I already knew about a third of the instructors I was teaching from my previous trips, and my new students were just as professional and hospitable. What they all wanted from me was to teach them Police Knife Survival course and select those techniques they feel will best fit their new knife defense program, which will be official standard training doctrine. Starting in July 1st, and lasting an entire year, these instructors will teach the techniques and training methods I taught them to 3,000 Amsterdam police officers during this year. They will even have my name listed as one of their top sources on the manual. The official title of the program will be MES PROGRAM (Dutch for Knife Program). I also had two Utrecht Police defensive tactics instructors attend my training, and they will take the information back to their department. One of the trainers is Eric Hein who is also one of my Level 1 instructors, and he has been a big fan of my Reality-Based Personal Protection system for years and has even written articles about it. In fact, a few of the Amsterdam Police instructors in this MES PROGRAM are also my own Level 1 and Level 2 certified instructors. After the debriefing I suspect that the material that will go into the program will be my Knife Avoidance Drill, the Jim Wagner Knife Disarm Rule, and Self and Partner Triage and First Aid, along with some real-world scenarios that we conducted both indoors and outdoors in an urban environment.
All of these instructors were highly competent with the material I taught them, and I know that this program will help make 3,000 more police officers safer.

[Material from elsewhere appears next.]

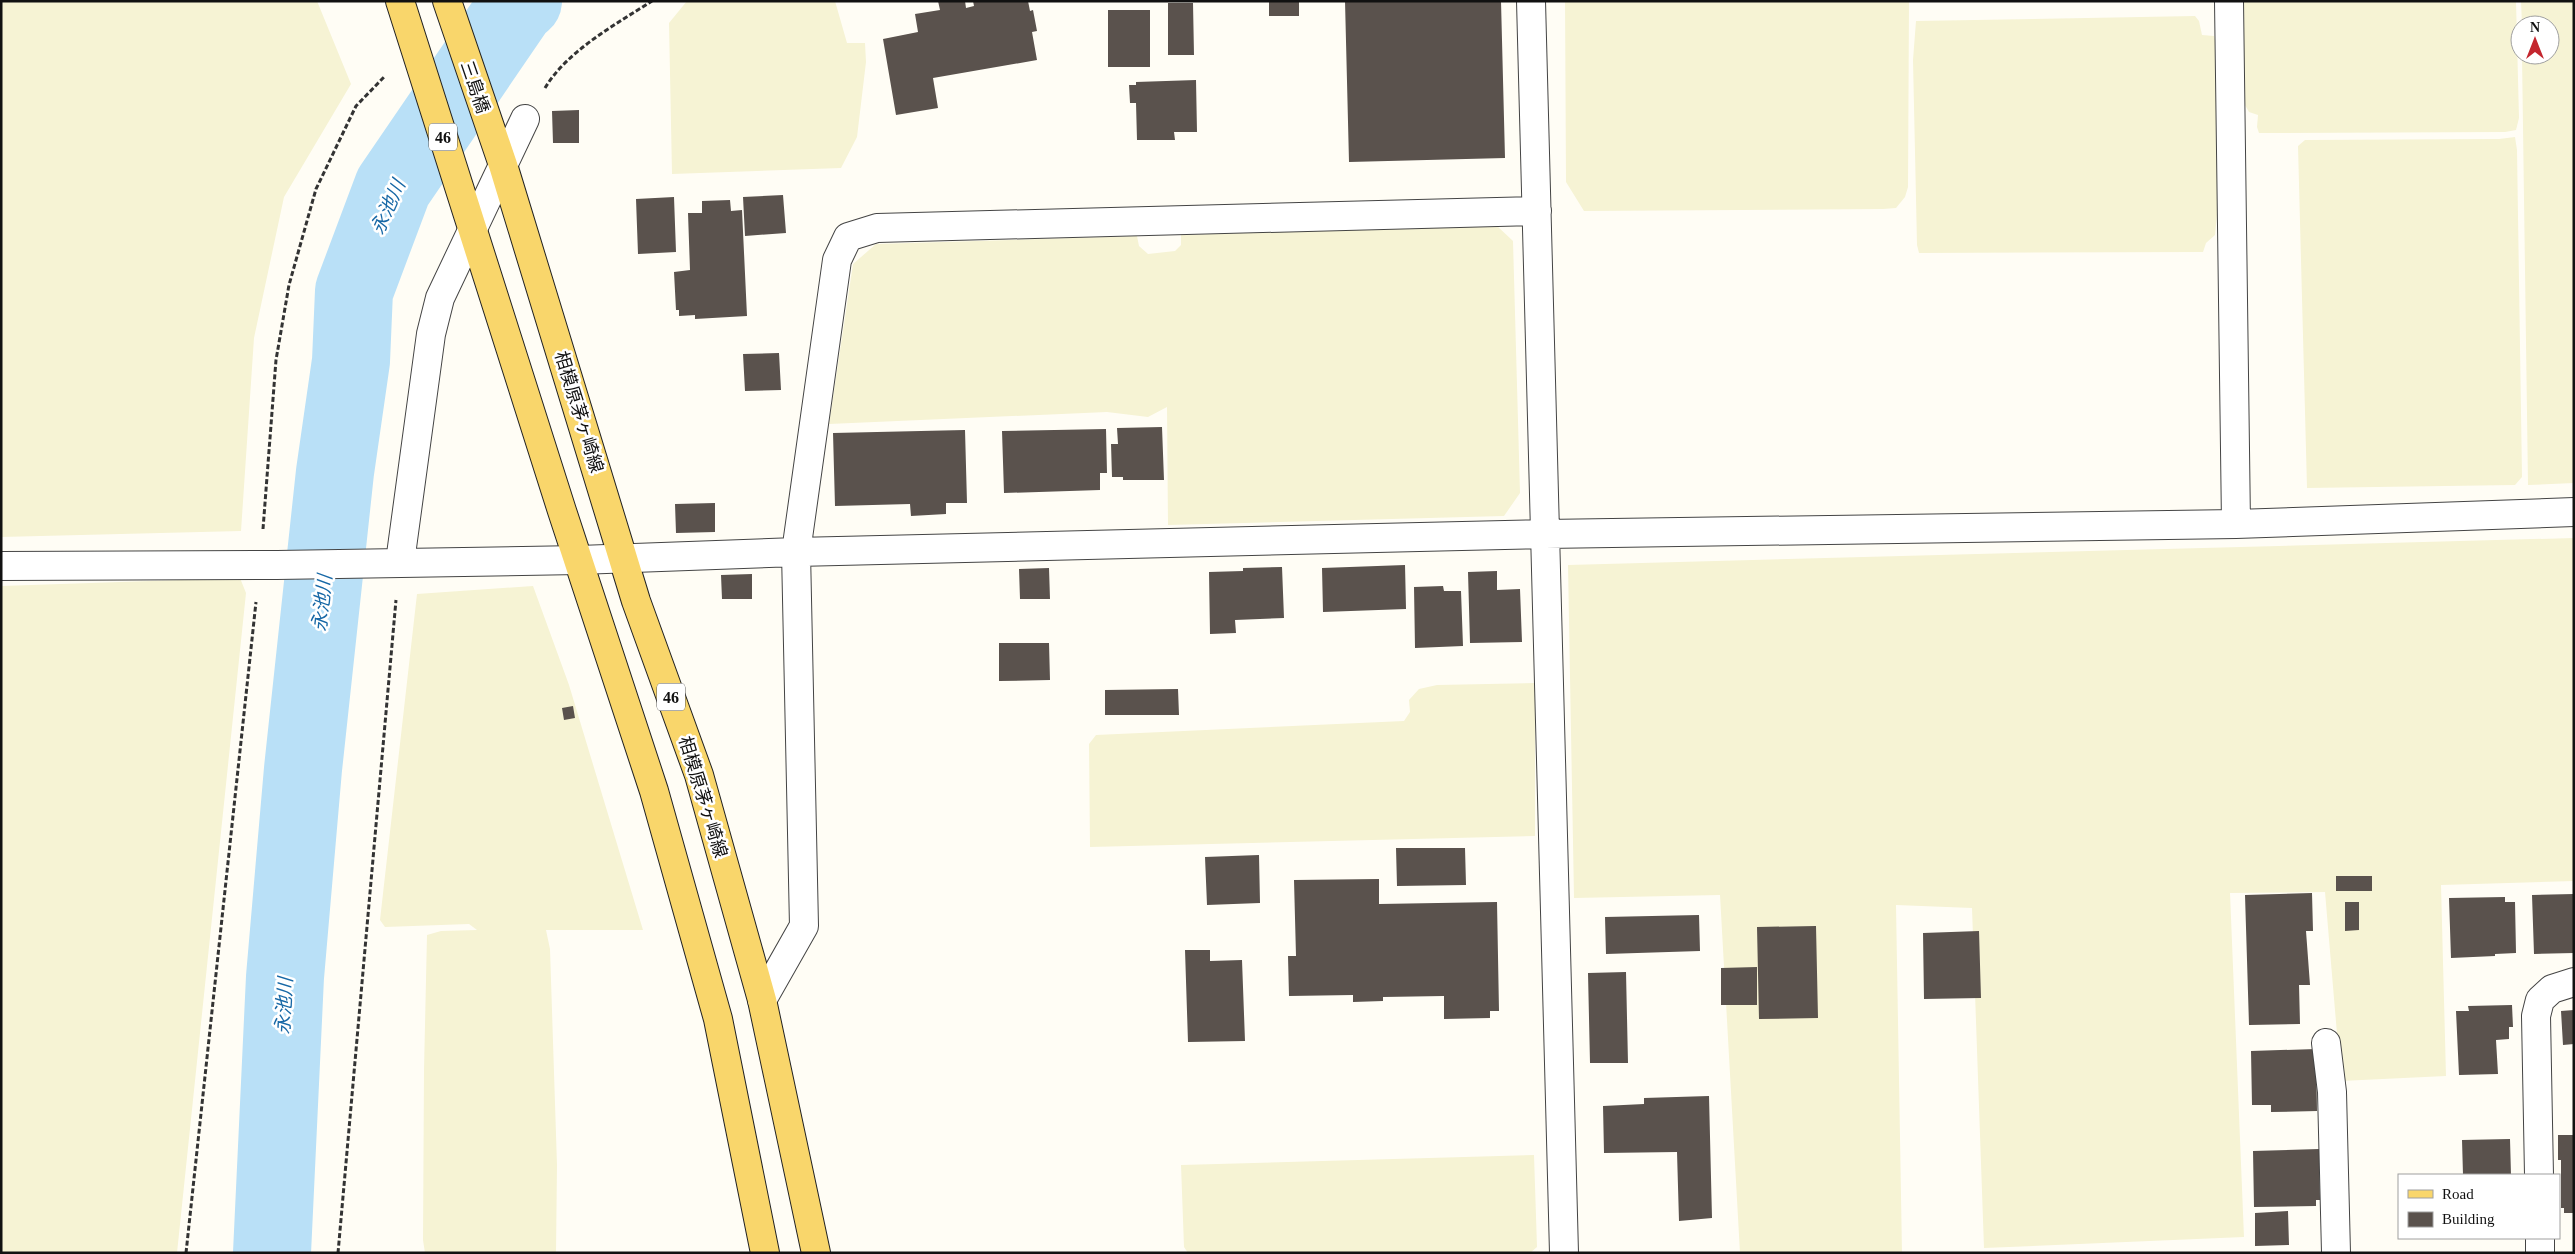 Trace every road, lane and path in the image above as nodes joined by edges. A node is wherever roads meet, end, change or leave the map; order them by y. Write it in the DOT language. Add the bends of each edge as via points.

As soon as I finished my lesson Gerard Willemsen presented me with a Letter of Appreciation and one of the other officers gave me a police sports shirt. I then immediately headed to the Amsterdam Central Train Station and caught a train to Dusseldorf, Germany. I then took two short trips and I finally made it into Solingen Mitte at 22:00 hours. The next day I had to teach a two-day Women’s Survival course at the Jim Wagner Reality-Based Personal Protection European Headquarters.